(Records from a collection)
====
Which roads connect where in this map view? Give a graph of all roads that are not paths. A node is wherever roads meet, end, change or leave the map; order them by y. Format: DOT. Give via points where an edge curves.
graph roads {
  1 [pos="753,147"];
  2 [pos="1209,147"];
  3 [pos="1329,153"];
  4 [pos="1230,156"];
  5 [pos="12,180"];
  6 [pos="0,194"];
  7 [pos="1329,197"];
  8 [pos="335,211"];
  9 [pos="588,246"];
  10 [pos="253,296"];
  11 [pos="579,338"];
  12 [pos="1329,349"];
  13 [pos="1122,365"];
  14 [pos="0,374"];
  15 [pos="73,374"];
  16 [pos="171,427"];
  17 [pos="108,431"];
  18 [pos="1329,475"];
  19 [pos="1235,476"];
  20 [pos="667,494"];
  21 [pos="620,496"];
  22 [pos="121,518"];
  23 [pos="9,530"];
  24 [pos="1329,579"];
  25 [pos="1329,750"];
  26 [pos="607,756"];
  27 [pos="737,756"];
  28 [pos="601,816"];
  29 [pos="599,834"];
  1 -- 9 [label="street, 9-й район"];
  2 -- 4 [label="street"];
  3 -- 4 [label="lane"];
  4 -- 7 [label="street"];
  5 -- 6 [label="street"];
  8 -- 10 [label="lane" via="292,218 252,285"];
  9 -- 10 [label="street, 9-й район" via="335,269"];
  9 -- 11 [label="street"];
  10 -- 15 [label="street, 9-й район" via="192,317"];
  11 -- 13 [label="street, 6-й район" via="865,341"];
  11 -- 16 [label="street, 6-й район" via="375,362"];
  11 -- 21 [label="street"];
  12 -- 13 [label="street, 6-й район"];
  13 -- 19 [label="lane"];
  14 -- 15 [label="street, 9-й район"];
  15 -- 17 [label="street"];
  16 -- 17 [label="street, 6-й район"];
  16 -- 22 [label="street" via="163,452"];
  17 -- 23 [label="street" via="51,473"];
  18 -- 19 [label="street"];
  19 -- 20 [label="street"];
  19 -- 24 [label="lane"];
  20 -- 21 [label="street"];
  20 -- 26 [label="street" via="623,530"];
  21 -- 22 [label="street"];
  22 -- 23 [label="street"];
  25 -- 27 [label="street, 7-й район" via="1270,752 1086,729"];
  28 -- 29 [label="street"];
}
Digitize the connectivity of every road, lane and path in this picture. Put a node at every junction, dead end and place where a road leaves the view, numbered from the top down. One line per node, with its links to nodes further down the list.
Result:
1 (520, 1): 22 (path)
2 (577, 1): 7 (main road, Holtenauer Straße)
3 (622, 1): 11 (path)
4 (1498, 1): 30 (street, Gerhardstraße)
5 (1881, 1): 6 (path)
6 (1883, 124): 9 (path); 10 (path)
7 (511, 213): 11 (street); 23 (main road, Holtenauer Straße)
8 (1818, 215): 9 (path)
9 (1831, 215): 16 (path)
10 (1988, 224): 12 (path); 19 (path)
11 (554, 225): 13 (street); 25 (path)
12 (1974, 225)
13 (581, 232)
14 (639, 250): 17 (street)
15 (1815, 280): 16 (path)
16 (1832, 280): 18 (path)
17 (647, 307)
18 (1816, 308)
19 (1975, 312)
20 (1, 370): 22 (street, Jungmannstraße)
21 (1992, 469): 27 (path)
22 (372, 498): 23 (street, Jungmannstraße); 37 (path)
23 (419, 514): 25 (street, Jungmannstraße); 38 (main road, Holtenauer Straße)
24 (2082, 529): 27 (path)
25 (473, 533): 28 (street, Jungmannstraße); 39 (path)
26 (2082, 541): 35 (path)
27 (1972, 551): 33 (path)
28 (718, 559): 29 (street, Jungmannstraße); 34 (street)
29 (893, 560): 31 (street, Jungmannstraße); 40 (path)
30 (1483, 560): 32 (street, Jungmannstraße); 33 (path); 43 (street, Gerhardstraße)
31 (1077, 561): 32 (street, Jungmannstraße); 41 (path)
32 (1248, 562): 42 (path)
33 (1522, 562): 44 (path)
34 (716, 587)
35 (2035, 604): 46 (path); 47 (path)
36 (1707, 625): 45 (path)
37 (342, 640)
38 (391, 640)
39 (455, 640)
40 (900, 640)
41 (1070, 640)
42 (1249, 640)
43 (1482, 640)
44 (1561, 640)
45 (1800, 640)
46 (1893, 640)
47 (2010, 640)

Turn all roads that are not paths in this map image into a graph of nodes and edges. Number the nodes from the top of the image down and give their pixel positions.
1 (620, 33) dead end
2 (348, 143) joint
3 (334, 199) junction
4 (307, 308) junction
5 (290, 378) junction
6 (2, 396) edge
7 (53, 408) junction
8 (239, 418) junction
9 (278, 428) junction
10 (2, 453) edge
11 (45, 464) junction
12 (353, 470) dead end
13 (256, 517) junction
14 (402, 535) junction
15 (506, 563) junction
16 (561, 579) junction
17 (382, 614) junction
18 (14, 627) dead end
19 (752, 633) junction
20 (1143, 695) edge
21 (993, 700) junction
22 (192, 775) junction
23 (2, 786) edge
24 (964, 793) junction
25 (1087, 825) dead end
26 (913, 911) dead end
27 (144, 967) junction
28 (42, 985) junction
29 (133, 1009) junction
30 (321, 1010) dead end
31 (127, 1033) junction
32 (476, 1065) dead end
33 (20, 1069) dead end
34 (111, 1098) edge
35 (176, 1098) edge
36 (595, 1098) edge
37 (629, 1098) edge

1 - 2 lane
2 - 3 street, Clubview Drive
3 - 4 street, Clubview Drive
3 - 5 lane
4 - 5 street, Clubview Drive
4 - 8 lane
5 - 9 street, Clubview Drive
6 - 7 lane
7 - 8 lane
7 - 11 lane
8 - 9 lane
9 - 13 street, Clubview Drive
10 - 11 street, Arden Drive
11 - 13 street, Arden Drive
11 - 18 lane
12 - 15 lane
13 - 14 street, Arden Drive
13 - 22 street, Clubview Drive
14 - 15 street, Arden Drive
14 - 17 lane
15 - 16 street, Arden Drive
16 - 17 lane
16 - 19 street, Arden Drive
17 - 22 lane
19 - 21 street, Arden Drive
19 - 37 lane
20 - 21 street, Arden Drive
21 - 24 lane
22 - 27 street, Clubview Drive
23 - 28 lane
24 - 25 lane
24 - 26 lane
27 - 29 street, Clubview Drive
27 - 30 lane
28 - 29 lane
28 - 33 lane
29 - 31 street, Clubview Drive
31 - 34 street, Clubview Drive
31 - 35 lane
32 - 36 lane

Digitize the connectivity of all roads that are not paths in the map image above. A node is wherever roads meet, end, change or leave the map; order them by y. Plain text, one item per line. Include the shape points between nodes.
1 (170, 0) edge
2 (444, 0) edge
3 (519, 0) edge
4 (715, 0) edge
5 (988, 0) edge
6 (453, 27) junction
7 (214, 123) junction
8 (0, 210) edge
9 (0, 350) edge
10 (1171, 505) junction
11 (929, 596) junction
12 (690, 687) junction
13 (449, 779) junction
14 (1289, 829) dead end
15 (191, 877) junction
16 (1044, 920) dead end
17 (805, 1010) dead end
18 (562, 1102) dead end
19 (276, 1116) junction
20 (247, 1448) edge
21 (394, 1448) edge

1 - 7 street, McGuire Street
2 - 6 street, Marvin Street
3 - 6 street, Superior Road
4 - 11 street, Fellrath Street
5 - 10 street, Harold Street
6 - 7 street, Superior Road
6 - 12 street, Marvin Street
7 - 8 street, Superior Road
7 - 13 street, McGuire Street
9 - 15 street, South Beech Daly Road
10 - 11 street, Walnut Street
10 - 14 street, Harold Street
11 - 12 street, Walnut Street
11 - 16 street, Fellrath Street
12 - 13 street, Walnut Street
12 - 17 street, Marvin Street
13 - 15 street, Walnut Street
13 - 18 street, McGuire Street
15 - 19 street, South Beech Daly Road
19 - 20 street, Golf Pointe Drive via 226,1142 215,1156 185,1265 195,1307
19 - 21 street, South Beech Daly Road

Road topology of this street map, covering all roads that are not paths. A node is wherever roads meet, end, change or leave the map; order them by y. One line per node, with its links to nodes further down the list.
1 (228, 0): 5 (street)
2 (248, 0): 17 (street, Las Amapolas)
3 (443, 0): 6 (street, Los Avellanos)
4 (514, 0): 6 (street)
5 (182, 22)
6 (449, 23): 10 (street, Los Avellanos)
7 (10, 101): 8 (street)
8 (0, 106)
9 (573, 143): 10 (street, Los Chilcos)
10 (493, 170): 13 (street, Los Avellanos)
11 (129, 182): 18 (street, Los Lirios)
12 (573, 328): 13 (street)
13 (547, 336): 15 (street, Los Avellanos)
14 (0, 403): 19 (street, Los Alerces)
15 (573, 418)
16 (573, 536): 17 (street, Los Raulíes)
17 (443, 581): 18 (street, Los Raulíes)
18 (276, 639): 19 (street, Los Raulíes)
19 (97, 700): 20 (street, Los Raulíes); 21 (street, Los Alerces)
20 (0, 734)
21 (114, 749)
====
» **Problem to solve**
All lines from the one that contains "Road topology of" to the end of the records above are to be copied exactly; leave out the rest.

» **Answer section**
Road topology of this street map, covering all roads that are not paths. A node is wherever roads meet, end, change or leave the map; order them by y. One line per node, with its links to nodes further down the list.
1 (228, 0): 5 (street)
2 (248, 0): 17 (street, Las Amapolas)
3 (443, 0): 6 (street, Los Avellanos)
4 (514, 0): 6 (street)
5 (182, 22)
6 (449, 23): 10 (street, Los Avellanos)
7 (10, 101): 8 (street)
8 (0, 106)
9 (573, 143): 10 (street, Los Chilcos)
10 (493, 170): 13 (street, Los Avellanos)
11 (129, 182): 18 (street, Los Lirios)
12 (573, 328): 13 (street)
13 (547, 336): 15 (street, Los Avellanos)
14 (0, 403): 19 (street, Los Alerces)
15 (573, 418)
16 (573, 536): 17 (street, Los Raulíes)
17 (443, 581): 18 (street, Los Raulíes)
18 (276, 639): 19 (street, Los Raulíes)
19 (97, 700): 20 (street, Los Raulíes); 21 (street, Los Alerces)
20 (0, 734)
21 (114, 749)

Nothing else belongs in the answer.